Research Theme
Software consists of logic (a set of combined instructions) that automates the functions of hardware components. While there have been significant innovations in energy-efficient hardware, the software ultimately determines how computing resources are used, thereby impacting the entire system's energy footprint (Castor-2024). Software plays a crucial role in lowering the GHG emissions of ICT systems, as it directly affects how a system consumes energy during operation.
My research activities reflect my passion for software and sustainability, focusing on methods to improve software performance and energy efficiency. Software performance and energy efficiency are the result of several variables that can be controlled or reliably studied at different stages of the software development process, such as design, implementation, and execution time. I study what are these variables and how to quantify their influence on software performance and energy efficiency. In other words, my goal is to identify performance and energy hotspots and define approaches to solve them. This philosophy fits with the concept of tactics, namely "design decisions that influence the achievement of a quality attribute response" (Procaccianti-2014). Tactics have been widely studied during the past decade. However, research is needed to define and quantify the extent to which tactics impact energy efficiency. For example, the adoption of knowledge distillation on machine learning models (AwesomeAndDarkTactics) is a design decision that can improve the performance and the energy efficiency of the software systems integrating such models. In Yuan et al (Yuan-2024), we quantify the benefits of knowledge distillation on performance and energy efficiency using BERT and GPT2, two well-known machine learning models.

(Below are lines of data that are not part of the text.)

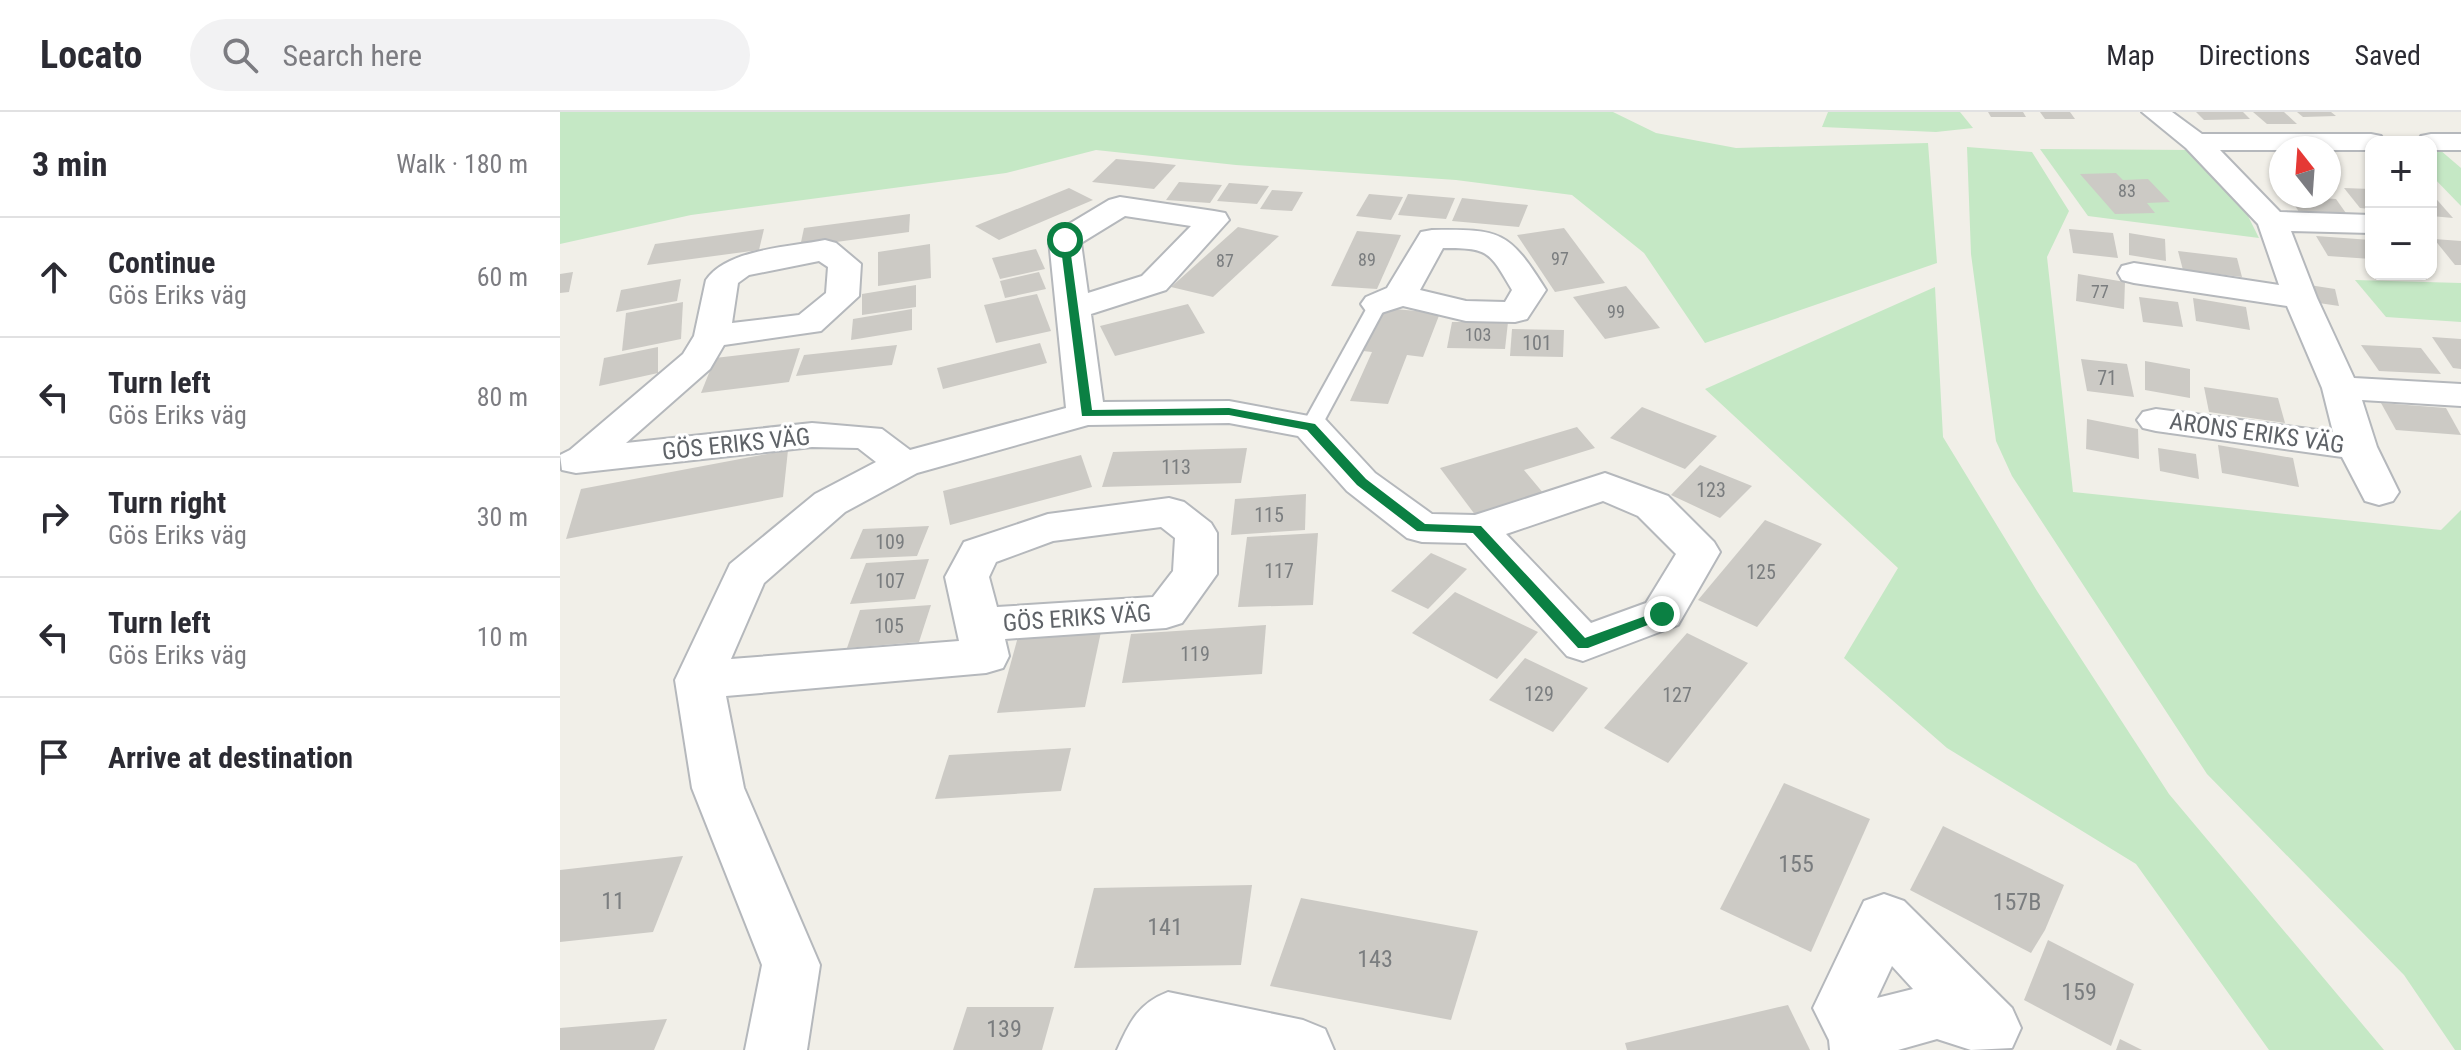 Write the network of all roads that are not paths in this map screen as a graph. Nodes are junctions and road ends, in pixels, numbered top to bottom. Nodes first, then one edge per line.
1 (2155, 112) edge
2 (2196, 142) junction
3 (2365, 142) edge
4 (2437, 142) edge
5 (2461, 142) edge
6 (2272, 221) junction
7 (2365, 224) edge
8 (2134, 273) dead end
9 (2300, 298) junction
10 (1389, 299) dead end
11 (1073, 309) dead end
12 (712, 336) dead end
13 (2340, 388) junction
14 (2461, 395) edge
15 (1086, 414) junction
16 (2156, 420) dead end
17 (1311, 427) junction
18 (2357, 447) junction
19 (571, 461) edge
20 (903, 464) junction
21 (2379, 492) dead end
22 (1477, 529) junction
23 (978, 625) junction
24 (699, 680) junction
25 (1999, 1039) edge
26 (1860, 1041) edge
27 (776, 1050) edge
28 (1148, 1050) edge
29 (1303, 1050) edge

1 - 2 street, ARONS ERIKS VÄG
2 - 3 street
2 - 6 street, ARONS ERIKS VÄG
4 - 5 street
6 - 7 street
6 - 9 street, ARONS ERIKS VÄG
8 - 9 street
9 - 13 street, ARONS ERIKS VÄG
10 - 17 lane
11 - 15 street
12 - 19 street, GÖS ERIKS VÄG
13 - 14 street
13 - 18 street, ARONS ERIKS VÄG
15 - 17 street
15 - 20 street
16 - 18 street, ARONS ERIKS VÄG
17 - 22 street
18 - 21 street, ARONS ERIKS VÄG
19 - 20 street, GÖS ERIKS VÄG
20 - 24 street
22 - 22 street
23 - 23 street, GÖS ERIKS VÄG
23 - 24 street, GÖS ERIKS VÄG
24 - 27 street
25 - 26 street
25 - 26 street
28 - 29 street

I mainly use Experimentation and Model-Driven Engineering (MDE) to isolate a set of factors and control the variables that can have an impact on software performance and energy efficiency. Most of my research is carried out "in vitro", namely in a controlled environment built for software performance and energy efficiency research. Therefore, my approach can be considered as "inductive", as knowledge is built on the observations made in the laboratory (Procaccianti-2016). At the Vrije Universiteit Amsterdam, I share and maintain the GreenLab, a laboratory created for such experiments (Malavolta-2024). My current research can be summarized by the activities conducted in the lab, which include deploying software systems for data collection and recommendation of solutions to improve them. Additionally, I am developing a surrogate system called the mirror that approximates the energy consumption and performance of complex software systems to facilitate "what-if" scenario analysis in the lab. My current research can be summarized into two primary tracks: Data Collection and Recommendation and Mirroring Complex Software Systems for In Vitro Experimentation. I intend to keep researching these topics in the future.

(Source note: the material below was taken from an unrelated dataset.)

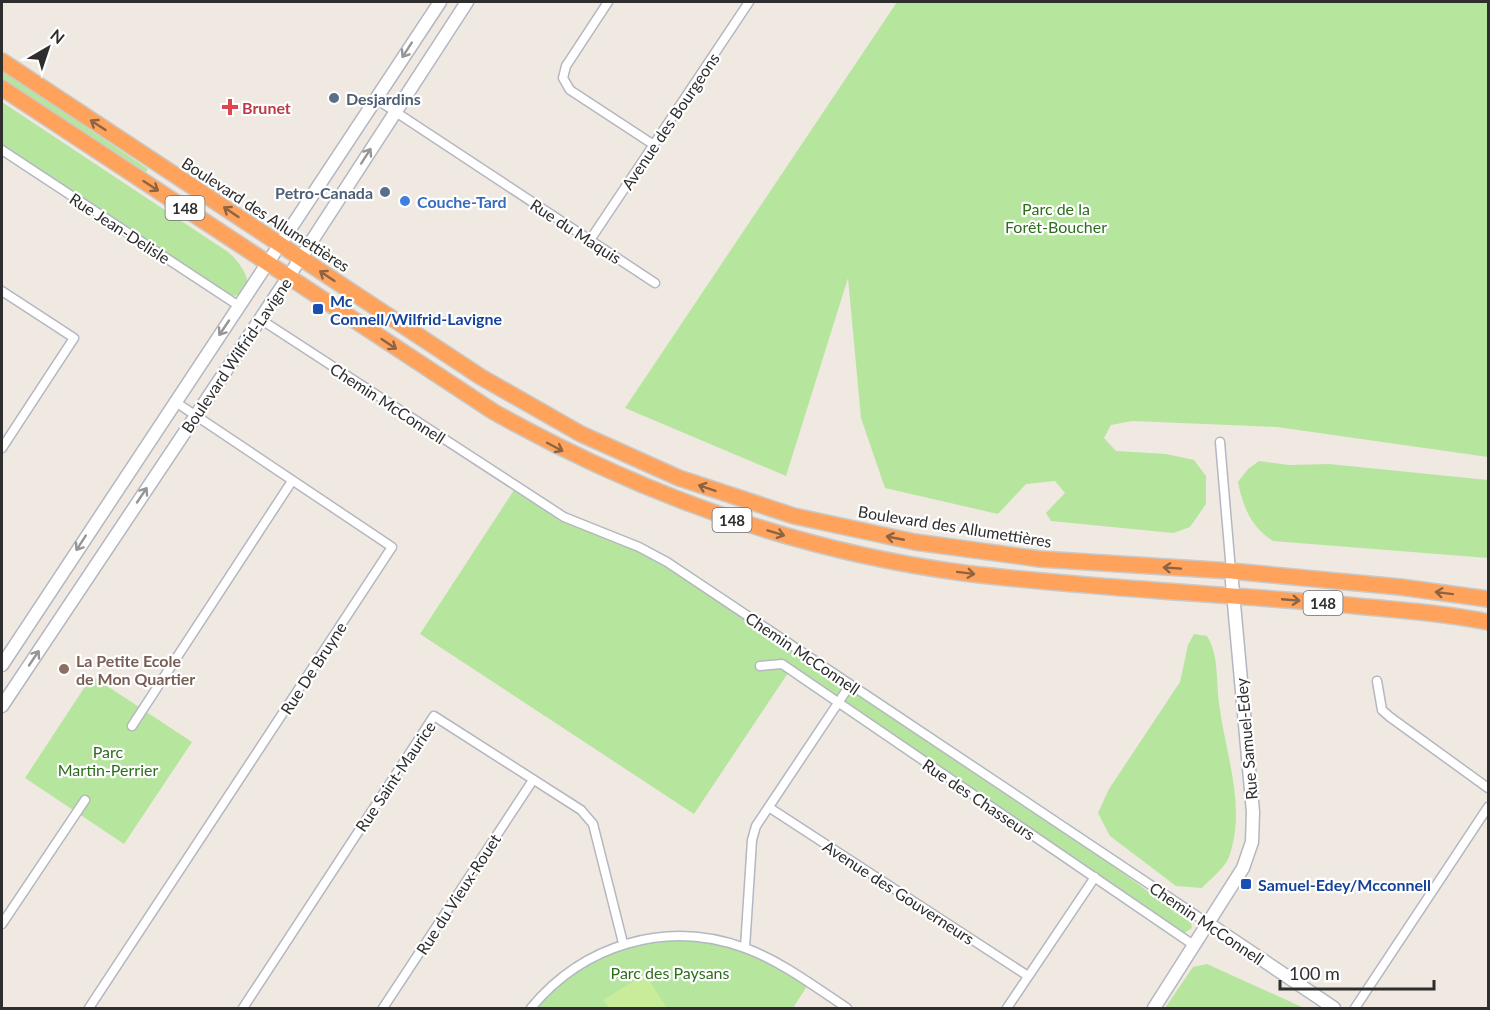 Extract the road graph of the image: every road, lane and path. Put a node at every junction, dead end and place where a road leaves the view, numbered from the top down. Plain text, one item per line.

Data Collection and Recommendation
The data collection and recommendation research line involves three stakeholders: a service provider, which is the organization that owns and contributes to the software (such as a company or a group of developers), researchers, and students. The service provider supplies the software or the logs collected during production to the researchers and students who possess expertise in software energy efficiency and performance. Researchers and students conduct experiments in the GreenLab, where they observe software performance under various scenarios, such as different workloads. They identify performance and energy hotspots and subsequently develop tactics to address these issues. This analysis can also be performed offline by examining the logs provided by the service providers. The results, along with the suggested tactics, are shared with the service provider, who can implement them in a production environment. In addition, we study the interplay between software performance and energy efficiency, such as the the relationship between exection time, memory, and cache usage on software energy usage. In this research line, we use an academic lab as a bridge between academia and industry, examining free and open-source software in depth (e.g., source code and architecture) while conducting experiments in our lab. Data collection and recommendation brought good results and new collaborations in the area of scientific software. We collaborated with the Bonvin Lab from the University of Utrecht, which developed a software called HADDOCK that models the interactions of molecules. We deployed HADDOCK in the GreenLab and derived 8 tactics.

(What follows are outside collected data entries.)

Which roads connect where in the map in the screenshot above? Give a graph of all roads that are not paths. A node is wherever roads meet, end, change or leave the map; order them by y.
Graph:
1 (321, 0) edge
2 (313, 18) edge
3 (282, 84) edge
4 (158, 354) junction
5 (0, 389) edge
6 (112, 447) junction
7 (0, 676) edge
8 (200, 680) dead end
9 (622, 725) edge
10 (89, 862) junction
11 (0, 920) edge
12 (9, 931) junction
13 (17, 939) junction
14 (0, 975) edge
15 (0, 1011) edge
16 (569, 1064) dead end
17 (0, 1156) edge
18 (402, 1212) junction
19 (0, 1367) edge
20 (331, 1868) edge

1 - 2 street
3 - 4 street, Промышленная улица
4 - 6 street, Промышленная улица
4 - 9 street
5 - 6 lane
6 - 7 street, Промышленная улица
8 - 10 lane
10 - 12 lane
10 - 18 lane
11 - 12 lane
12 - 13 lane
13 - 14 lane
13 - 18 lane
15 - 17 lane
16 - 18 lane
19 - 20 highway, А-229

Mirroring Complex Software Systems for In Vitro Experimentation
This research line aims to develop a system that mimics the resource usage of complex software systems, enabling in vitro analysis that would otherwise be unfeasible due to limited resources. We called this system as the mirror. As for data collection and recommendation, this project usually combines a service provider, researchers, and students. The service provider produces execution statistics from its software running in production to the research lab. Researchers and students build the mirror using the artifacts received from the service provider. The mirror can be a new software system that reflects the resource usage (e.g., utilization and power distribution) of the source software system with a factor δ that embodies the differences between the production environment and the research lab. The mirror can also be implemented using models. We built the first example of the mirror using Layered Queuing Networks, a type of performance model (Stoico-2023), where we modeled microservices and embedded software. This work stems from the collaboration between the University of L'Aquila (Italy) and Vrije Universiteit Amsterdam. We presented a poster to the ICT for Sustainability (ICT4S) conference describing the mirror system (Stoico-2024). Currently, there are two master's theses ongoing on the topic.